A polyhedral structure composed of a plurality of triangles and one or more pentagons or more polygons,
Each side of the polyhedral structure is formed by an air column,
A corner reflector is installed on a part or all of the surface formed by the triangle,
The above-mentioned corner reflector is composed of three surfaces orthogonal to each other. Expansion means for expanding the air column,
The water target according to claim 1, further comprising: a storage body that stores the air column, the corner reflector, and the expansion means.

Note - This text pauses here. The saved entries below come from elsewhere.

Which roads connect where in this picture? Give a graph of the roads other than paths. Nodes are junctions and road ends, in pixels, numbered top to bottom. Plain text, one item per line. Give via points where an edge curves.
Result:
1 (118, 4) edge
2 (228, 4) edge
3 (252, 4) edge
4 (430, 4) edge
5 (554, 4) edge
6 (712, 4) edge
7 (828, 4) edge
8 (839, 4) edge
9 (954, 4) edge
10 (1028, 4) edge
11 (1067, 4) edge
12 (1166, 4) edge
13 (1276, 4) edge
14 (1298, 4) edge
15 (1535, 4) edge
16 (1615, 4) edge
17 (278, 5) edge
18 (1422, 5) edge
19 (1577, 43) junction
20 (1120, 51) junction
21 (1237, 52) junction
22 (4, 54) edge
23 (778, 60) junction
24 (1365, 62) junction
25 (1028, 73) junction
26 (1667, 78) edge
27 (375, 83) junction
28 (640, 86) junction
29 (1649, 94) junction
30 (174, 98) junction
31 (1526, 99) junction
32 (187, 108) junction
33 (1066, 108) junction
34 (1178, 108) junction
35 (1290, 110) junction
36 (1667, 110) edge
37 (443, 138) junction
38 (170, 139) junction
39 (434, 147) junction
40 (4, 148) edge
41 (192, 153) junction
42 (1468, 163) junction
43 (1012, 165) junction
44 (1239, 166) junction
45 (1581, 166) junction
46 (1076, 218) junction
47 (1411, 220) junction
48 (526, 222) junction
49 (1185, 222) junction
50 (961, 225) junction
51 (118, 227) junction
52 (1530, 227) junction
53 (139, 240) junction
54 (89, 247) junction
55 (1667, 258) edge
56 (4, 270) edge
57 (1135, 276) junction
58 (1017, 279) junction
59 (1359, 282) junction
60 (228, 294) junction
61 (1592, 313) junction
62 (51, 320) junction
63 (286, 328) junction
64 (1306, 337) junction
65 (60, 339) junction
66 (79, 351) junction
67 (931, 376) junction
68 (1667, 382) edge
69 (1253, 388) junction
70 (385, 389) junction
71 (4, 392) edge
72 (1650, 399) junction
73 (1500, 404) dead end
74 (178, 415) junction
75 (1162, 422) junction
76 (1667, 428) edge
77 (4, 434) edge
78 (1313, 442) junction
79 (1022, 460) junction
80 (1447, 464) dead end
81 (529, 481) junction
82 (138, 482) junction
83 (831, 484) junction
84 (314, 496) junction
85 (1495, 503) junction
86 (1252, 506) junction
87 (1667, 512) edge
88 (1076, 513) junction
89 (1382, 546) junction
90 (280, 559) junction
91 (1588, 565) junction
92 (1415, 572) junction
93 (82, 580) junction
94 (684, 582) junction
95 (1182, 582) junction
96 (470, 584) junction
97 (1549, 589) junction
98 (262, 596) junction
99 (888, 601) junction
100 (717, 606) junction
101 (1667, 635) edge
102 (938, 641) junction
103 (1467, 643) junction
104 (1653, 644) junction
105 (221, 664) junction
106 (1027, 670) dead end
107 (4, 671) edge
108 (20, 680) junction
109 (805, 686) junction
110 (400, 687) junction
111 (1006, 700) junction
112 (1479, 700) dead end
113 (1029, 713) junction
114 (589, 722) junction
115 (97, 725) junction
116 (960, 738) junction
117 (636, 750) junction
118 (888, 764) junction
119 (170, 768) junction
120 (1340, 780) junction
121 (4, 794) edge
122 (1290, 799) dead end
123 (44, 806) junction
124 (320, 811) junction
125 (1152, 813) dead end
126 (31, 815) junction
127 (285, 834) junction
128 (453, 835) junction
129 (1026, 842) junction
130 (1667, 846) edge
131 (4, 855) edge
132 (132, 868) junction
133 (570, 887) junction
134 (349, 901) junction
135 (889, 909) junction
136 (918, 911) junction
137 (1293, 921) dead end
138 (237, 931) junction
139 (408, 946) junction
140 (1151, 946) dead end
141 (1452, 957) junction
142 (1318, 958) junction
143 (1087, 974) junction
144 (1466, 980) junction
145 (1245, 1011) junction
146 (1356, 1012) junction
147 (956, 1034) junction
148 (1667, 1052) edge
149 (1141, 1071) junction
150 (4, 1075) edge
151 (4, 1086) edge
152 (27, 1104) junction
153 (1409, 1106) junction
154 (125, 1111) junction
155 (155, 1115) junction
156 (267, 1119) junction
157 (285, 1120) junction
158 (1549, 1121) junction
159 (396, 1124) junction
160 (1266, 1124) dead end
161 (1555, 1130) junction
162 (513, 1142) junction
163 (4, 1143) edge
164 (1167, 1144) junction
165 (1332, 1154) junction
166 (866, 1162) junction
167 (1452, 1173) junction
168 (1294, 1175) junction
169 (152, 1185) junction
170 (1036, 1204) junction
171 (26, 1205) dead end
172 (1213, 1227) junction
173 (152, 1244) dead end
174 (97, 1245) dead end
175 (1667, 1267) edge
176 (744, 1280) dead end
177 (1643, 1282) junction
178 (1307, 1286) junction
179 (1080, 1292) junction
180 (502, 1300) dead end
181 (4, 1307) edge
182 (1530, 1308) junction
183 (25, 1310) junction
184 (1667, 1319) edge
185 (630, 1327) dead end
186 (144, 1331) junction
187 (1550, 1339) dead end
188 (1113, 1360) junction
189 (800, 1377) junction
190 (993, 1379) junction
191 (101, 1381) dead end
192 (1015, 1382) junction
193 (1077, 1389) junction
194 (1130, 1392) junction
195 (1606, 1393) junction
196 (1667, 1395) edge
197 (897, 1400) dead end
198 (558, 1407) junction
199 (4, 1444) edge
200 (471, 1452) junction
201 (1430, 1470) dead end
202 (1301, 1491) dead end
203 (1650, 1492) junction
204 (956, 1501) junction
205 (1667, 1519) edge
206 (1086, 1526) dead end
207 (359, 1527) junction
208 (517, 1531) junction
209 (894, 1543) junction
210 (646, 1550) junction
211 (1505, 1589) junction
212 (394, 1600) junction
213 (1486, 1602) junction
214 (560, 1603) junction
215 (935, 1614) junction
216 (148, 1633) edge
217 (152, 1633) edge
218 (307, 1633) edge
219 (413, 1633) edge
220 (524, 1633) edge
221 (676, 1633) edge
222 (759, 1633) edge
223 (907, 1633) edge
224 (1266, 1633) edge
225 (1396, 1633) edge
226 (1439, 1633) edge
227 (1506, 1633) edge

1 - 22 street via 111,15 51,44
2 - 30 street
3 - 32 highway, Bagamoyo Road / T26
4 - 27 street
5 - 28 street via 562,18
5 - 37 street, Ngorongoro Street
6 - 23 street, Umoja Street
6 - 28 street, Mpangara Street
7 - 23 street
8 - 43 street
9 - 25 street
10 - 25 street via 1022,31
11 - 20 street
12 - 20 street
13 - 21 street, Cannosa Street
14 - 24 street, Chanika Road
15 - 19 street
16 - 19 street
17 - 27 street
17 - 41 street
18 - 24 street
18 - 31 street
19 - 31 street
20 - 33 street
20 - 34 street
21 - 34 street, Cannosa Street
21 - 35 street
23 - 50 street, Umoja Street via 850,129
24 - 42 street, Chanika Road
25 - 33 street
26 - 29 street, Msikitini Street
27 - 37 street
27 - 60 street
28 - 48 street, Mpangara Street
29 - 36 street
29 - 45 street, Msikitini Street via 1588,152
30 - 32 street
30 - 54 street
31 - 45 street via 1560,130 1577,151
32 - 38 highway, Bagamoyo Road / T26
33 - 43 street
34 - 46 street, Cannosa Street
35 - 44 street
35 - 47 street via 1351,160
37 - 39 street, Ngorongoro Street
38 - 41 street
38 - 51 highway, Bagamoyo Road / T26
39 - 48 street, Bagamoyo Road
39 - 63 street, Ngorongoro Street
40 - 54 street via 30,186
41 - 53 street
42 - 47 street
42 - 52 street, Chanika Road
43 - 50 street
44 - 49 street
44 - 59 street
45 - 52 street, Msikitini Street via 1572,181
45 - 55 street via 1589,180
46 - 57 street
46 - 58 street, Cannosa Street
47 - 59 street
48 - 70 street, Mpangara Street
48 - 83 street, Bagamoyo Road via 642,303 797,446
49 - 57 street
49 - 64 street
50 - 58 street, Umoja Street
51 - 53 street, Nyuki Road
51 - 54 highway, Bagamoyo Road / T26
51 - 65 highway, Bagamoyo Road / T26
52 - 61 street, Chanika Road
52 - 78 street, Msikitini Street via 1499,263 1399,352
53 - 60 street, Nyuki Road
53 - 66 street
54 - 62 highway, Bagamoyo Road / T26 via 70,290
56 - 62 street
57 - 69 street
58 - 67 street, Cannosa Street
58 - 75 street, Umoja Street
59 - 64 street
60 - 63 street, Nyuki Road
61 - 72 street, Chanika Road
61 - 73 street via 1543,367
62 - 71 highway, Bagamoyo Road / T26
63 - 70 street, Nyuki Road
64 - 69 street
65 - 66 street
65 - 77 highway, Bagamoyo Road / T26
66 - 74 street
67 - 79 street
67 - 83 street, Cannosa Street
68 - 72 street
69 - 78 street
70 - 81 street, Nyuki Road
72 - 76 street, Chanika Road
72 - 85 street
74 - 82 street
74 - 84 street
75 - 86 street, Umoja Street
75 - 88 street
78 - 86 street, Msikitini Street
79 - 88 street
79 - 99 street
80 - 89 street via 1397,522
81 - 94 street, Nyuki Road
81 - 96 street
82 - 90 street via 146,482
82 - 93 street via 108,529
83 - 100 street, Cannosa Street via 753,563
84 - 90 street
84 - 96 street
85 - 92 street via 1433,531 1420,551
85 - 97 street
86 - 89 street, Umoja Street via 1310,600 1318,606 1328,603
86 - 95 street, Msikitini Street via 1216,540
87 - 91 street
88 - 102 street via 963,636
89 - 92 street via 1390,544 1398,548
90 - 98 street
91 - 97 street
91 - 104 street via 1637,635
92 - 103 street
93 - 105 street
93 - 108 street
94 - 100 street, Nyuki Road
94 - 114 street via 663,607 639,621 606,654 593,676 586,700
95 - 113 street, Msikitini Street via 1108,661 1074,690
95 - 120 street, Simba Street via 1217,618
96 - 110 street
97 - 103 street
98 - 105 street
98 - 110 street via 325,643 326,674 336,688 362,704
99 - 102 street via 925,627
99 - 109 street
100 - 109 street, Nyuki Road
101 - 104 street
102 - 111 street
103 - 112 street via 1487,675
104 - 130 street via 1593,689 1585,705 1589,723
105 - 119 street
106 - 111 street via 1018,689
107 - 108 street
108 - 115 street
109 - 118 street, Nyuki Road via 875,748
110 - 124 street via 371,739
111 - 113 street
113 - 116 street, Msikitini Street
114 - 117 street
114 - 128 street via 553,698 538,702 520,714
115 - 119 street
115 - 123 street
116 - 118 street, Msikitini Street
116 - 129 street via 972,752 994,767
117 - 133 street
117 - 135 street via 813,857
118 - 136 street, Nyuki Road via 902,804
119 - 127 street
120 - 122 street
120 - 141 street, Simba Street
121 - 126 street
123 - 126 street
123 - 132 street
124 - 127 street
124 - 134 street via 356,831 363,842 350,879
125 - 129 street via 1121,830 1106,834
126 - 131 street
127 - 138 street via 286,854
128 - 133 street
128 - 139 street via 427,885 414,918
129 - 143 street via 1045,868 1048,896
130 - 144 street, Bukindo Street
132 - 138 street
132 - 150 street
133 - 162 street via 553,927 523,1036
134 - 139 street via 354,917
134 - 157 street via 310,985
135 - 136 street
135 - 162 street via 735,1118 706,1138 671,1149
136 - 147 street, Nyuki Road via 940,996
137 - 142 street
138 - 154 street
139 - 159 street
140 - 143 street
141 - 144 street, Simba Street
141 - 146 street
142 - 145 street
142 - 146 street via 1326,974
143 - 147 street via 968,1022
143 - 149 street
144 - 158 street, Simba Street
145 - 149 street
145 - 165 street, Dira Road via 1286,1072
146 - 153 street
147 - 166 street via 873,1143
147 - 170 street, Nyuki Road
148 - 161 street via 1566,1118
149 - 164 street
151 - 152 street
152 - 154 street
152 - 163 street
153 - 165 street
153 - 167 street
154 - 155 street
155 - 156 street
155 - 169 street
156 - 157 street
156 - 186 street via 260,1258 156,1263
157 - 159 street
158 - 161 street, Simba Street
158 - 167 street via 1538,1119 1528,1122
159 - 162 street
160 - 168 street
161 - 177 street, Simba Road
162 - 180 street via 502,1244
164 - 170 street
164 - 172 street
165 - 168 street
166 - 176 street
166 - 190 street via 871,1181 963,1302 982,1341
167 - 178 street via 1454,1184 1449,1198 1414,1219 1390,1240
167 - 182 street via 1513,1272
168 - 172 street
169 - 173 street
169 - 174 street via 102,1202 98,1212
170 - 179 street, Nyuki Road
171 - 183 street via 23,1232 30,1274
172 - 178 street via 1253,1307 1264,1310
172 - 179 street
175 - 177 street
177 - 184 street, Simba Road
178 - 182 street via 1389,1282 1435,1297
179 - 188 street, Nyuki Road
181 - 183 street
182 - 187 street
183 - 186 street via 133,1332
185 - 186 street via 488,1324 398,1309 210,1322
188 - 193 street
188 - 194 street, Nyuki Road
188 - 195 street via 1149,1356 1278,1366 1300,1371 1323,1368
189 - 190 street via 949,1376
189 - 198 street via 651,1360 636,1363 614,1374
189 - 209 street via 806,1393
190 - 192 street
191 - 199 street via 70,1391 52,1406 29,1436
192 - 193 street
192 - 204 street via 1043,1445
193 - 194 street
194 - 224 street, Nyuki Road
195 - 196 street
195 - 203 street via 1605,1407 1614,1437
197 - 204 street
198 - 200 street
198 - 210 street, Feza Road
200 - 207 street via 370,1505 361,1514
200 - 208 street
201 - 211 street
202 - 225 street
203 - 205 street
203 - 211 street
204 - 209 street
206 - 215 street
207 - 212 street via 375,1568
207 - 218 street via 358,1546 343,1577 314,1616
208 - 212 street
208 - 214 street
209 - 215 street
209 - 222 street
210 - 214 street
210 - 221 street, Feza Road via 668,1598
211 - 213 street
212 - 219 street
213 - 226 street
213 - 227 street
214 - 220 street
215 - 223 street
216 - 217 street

The water target according to claim 2, wherein the container is connected to an air column forming a polygon other than the triangle. The water target according to any one of claims 1 to 3, wherein each of the surfaces of the corner reflector comprises a mesh material formed of metal fibers. The container is dropped,
The expansion means opens the lid of the container,
The storage body sinks below the surface of the water,
The expansion means expands the air column,
As the polyhedral structure is formed by the expansion of each air column, it floats,
A polyhedral structure is formed with the pentagon or more polygon as the bottom surface,
A method for forming a target on water, comprising forming the target on water according to claim 3.